> _What you are asked to do_: Please produce a character-exact copy of the listing that follows, omitting all images.

> _Excerpted data_:
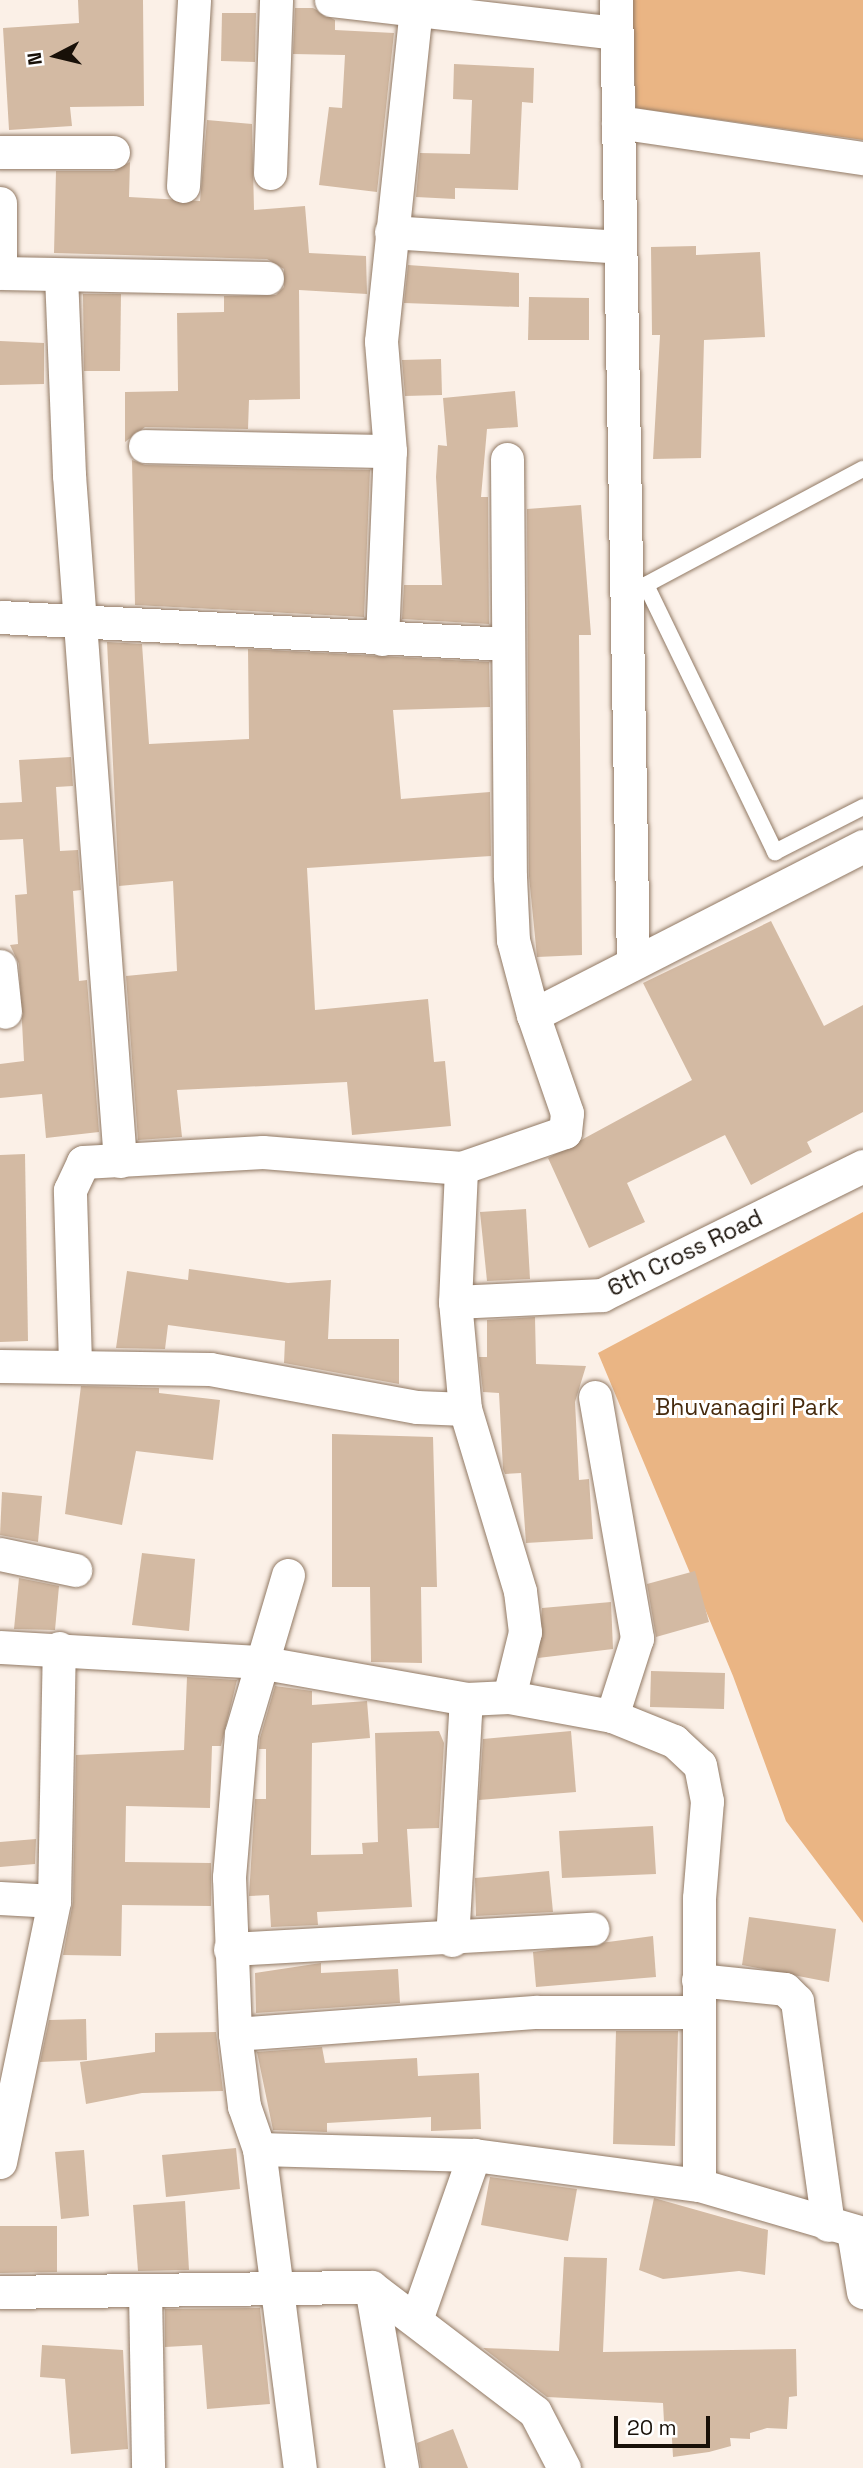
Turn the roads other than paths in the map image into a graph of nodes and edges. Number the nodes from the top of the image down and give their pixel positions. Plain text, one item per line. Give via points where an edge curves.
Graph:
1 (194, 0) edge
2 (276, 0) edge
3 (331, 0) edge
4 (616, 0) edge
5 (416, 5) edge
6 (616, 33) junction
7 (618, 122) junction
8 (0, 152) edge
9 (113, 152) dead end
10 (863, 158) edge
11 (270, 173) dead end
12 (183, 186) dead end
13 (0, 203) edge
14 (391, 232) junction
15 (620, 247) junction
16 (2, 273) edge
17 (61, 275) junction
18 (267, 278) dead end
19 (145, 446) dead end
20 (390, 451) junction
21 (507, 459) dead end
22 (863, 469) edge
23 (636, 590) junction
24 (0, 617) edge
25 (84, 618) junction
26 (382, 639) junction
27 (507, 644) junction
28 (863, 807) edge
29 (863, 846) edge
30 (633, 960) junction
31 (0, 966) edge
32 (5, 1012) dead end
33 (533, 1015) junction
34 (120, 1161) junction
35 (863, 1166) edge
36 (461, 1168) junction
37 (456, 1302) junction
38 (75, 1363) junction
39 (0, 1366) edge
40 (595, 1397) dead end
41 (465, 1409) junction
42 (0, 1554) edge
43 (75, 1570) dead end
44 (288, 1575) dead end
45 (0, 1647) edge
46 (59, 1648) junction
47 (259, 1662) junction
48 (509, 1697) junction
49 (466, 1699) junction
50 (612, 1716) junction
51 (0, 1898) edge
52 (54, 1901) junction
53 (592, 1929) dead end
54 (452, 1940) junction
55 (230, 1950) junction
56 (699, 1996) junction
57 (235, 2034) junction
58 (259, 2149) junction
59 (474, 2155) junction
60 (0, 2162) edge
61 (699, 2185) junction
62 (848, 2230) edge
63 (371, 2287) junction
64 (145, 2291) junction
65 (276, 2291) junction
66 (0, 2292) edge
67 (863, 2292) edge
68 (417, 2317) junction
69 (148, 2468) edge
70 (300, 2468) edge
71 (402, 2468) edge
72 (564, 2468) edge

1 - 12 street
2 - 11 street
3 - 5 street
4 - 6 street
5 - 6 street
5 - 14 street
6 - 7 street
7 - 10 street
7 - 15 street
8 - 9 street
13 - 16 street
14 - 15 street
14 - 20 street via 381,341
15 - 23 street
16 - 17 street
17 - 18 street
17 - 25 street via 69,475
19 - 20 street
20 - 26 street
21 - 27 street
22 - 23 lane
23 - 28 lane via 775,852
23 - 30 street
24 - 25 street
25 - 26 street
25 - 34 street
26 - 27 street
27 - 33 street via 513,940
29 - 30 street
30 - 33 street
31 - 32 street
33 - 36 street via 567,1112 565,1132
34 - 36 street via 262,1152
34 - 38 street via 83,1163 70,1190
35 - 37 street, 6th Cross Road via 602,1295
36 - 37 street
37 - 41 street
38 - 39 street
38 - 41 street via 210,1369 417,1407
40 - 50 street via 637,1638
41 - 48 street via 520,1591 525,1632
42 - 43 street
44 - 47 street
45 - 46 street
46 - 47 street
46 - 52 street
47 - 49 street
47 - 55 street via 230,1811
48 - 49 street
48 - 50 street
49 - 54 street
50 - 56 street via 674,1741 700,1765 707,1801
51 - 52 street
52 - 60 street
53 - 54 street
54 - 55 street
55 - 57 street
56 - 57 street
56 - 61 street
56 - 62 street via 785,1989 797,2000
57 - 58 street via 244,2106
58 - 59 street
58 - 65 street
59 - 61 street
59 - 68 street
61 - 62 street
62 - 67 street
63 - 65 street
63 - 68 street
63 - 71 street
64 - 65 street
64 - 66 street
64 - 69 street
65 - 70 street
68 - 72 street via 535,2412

> _Answer box_:
Turn the roads other than paths in the map image into a graph of nodes and edges. Number the nodes from the top of the image down and give their pixel positions. Plain text, one item per line. Give via points where an edge curves.
Graph:
1 (194, 0) edge
2 (276, 0) edge
3 (331, 0) edge
4 (616, 0) edge
5 (416, 5) edge
6 (616, 33) junction
7 (618, 122) junction
8 (0, 152) edge
9 (113, 152) dead end
10 (863, 158) edge
11 (270, 173) dead end
12 (183, 186) dead end
13 (0, 203) edge
14 (391, 232) junction
15 (620, 247) junction
16 (2, 273) edge
17 (61, 275) junction
18 (267, 278) dead end
19 (145, 446) dead end
20 (390, 451) junction
21 (507, 459) dead end
22 (863, 469) edge
23 (636, 590) junction
24 (0, 617) edge
25 (84, 618) junction
26 (382, 639) junction
27 (507, 644) junction
28 (863, 807) edge
29 (863, 846) edge
30 (633, 960) junction
31 (0, 966) edge
32 (5, 1012) dead end
33 (533, 1015) junction
34 (120, 1161) junction
35 (863, 1166) edge
36 (461, 1168) junction
37 (456, 1302) junction
38 (75, 1363) junction
39 (0, 1366) edge
40 (595, 1397) dead end
41 (465, 1409) junction
42 (0, 1554) edge
43 (75, 1570) dead end
44 (288, 1575) dead end
45 (0, 1647) edge
46 (59, 1648) junction
47 (259, 1662) junction
48 (509, 1697) junction
49 (466, 1699) junction
50 (612, 1716) junction
51 (0, 1898) edge
52 (54, 1901) junction
53 (592, 1929) dead end
54 (452, 1940) junction
55 (230, 1950) junction
56 (699, 1996) junction
57 (235, 2034) junction
58 (259, 2149) junction
59 (474, 2155) junction
60 (0, 2162) edge
61 (699, 2185) junction
62 (848, 2230) edge
63 (371, 2287) junction
64 (145, 2291) junction
65 (276, 2291) junction
66 (0, 2292) edge
67 (863, 2292) edge
68 (417, 2317) junction
69 (148, 2468) edge
70 (300, 2468) edge
71 (402, 2468) edge
72 (564, 2468) edge

1 - 12 street
2 - 11 street
3 - 5 street
4 - 6 street
5 - 6 street
5 - 14 street
6 - 7 street
7 - 10 street
7 - 15 street
8 - 9 street
13 - 16 street
14 - 15 street
14 - 20 street via 381,341
15 - 23 street
16 - 17 street
17 - 18 street
17 - 25 street via 69,475
19 - 20 street
20 - 26 street
21 - 27 street
22 - 23 lane
23 - 28 lane via 775,852
23 - 30 street
24 - 25 street
25 - 26 street
25 - 34 street
26 - 27 street
27 - 33 street via 513,940
29 - 30 street
30 - 33 street
31 - 32 street
33 - 36 street via 567,1112 565,1132
34 - 36 street via 262,1152
34 - 38 street via 83,1163 70,1190
35 - 37 street, 6th Cross Road via 602,1295
36 - 37 street
37 - 41 street
38 - 39 street
38 - 41 street via 210,1369 417,1407
40 - 50 street via 637,1638
41 - 48 street via 520,1591 525,1632
42 - 43 street
44 - 47 street
45 - 46 street
46 - 47 street
46 - 52 street
47 - 49 street
47 - 55 street via 230,1811
48 - 49 street
48 - 50 street
49 - 54 street
50 - 56 street via 674,1741 700,1765 707,1801
51 - 52 street
52 - 60 street
53 - 54 street
54 - 55 street
55 - 57 street
56 - 57 street
56 - 61 street
56 - 62 street via 785,1989 797,2000
57 - 58 street via 244,2106
58 - 59 street
58 - 65 street
59 - 61 street
59 - 68 street
61 - 62 street
62 - 67 street
63 - 65 street
63 - 68 street
63 - 71 street
64 - 65 street
64 - 66 street
64 - 69 street
65 - 70 street
68 - 72 street via 535,2412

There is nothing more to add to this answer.